EXERCISE INSTRUCTIONS —
Line by line, copy the entries exactly, excluding the pictures.

[Collected data]
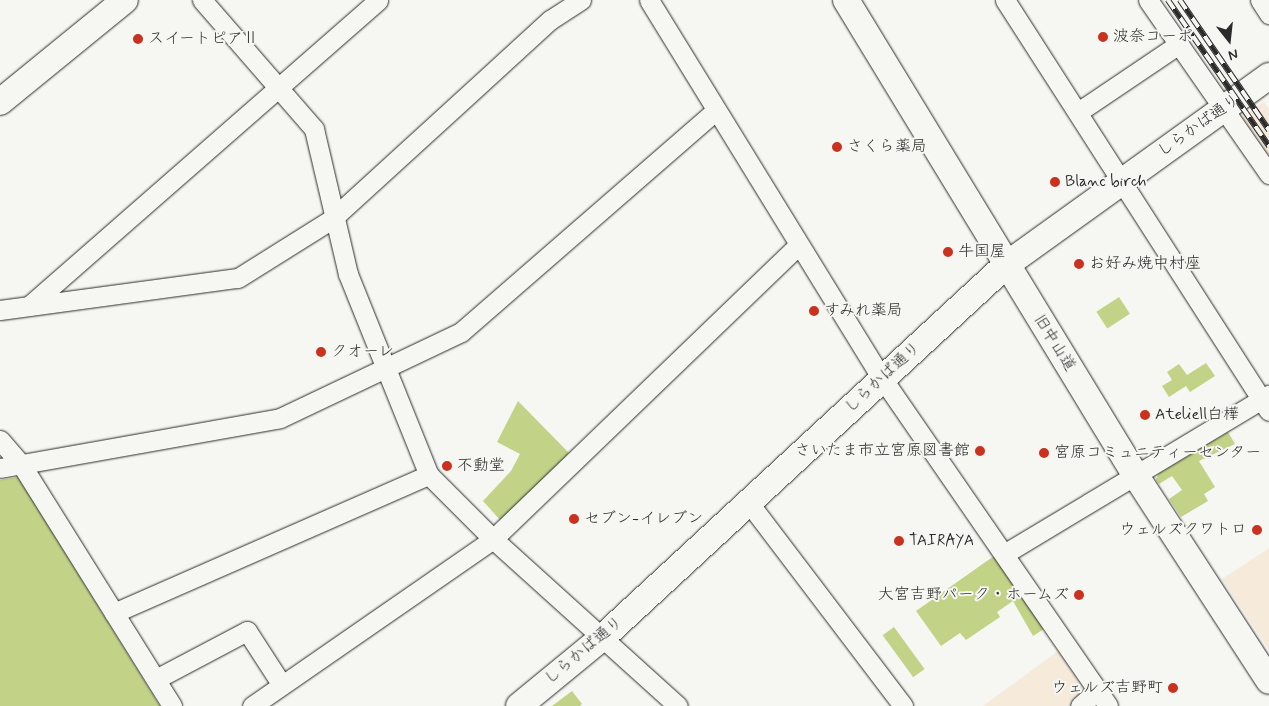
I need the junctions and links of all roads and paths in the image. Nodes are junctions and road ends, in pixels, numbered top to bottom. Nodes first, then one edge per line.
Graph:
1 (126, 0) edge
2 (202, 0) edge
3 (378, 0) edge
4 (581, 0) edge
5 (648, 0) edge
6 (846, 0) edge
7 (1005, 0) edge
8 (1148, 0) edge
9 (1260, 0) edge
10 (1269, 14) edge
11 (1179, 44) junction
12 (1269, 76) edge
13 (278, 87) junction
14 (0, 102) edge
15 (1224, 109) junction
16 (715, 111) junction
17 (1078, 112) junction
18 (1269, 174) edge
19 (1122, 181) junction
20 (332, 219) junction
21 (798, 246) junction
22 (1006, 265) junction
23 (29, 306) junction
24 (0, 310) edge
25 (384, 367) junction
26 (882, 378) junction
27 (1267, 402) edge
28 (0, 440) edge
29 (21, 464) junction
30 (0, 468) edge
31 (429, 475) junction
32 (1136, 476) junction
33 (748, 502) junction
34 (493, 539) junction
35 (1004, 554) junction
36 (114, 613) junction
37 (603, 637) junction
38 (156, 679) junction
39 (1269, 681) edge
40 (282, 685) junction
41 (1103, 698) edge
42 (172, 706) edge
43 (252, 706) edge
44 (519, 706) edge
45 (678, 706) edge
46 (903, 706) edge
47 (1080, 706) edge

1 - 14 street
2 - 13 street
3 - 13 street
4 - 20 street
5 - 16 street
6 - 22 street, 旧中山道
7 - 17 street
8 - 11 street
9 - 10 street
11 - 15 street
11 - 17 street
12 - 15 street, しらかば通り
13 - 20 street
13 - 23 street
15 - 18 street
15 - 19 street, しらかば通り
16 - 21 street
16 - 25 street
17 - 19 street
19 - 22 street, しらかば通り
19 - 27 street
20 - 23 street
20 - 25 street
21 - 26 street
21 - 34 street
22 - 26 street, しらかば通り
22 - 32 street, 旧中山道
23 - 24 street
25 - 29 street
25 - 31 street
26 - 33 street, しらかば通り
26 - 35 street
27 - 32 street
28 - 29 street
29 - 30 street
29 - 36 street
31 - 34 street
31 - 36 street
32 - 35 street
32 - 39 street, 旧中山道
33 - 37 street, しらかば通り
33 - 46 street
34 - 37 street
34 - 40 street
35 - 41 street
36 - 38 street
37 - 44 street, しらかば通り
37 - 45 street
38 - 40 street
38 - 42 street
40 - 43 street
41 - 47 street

RESULT OF THIS TASK —
I need the junctions and links of all roads and paths in the image. Nodes are junctions and road ends, in pixels, numbered top to bottom. Nodes first, then one edge per line.
Graph:
1 (126, 0) edge
2 (202, 0) edge
3 (378, 0) edge
4 (581, 0) edge
5 (648, 0) edge
6 (846, 0) edge
7 (1005, 0) edge
8 (1148, 0) edge
9 (1260, 0) edge
10 (1269, 14) edge
11 (1179, 44) junction
12 (1269, 76) edge
13 (278, 87) junction
14 (0, 102) edge
15 (1224, 109) junction
16 (715, 111) junction
17 (1078, 112) junction
18 (1269, 174) edge
19 (1122, 181) junction
20 (332, 219) junction
21 (798, 246) junction
22 (1006, 265) junction
23 (29, 306) junction
24 (0, 310) edge
25 (384, 367) junction
26 (882, 378) junction
27 (1267, 402) edge
28 (0, 440) edge
29 (21, 464) junction
30 (0, 468) edge
31 (429, 475) junction
32 (1136, 476) junction
33 (748, 502) junction
34 (493, 539) junction
35 (1004, 554) junction
36 (114, 613) junction
37 (603, 637) junction
38 (156, 679) junction
39 (1269, 681) edge
40 (282, 685) junction
41 (1103, 698) edge
42 (172, 706) edge
43 (252, 706) edge
44 (519, 706) edge
45 (678, 706) edge
46 (903, 706) edge
47 (1080, 706) edge

1 - 14 street
2 - 13 street
3 - 13 street
4 - 20 street
5 - 16 street
6 - 22 street, 旧中山道
7 - 17 street
8 - 11 street
9 - 10 street
11 - 15 street
11 - 17 street
12 - 15 street, しらかば通り
13 - 20 street
13 - 23 street
15 - 18 street
15 - 19 street, しらかば通り
16 - 21 street
16 - 25 street
17 - 19 street
19 - 22 street, しらかば通り
19 - 27 street
20 - 23 street
20 - 25 street
21 - 26 street
21 - 34 street
22 - 26 street, しらかば通り
22 - 32 street, 旧中山道
23 - 24 street
25 - 29 street
25 - 31 street
26 - 33 street, しらかば通り
26 - 35 street
27 - 32 street
28 - 29 street
29 - 30 street
29 - 36 street
31 - 34 street
31 - 36 street
32 - 35 street
32 - 39 street, 旧中山道
33 - 37 street, しらかば通り
33 - 46 street
34 - 37 street
34 - 40 street
35 - 41 street
36 - 38 street
37 - 44 street, しらかば通り
37 - 45 street
38 - 40 street
38 - 42 street
40 - 43 street
41 - 47 street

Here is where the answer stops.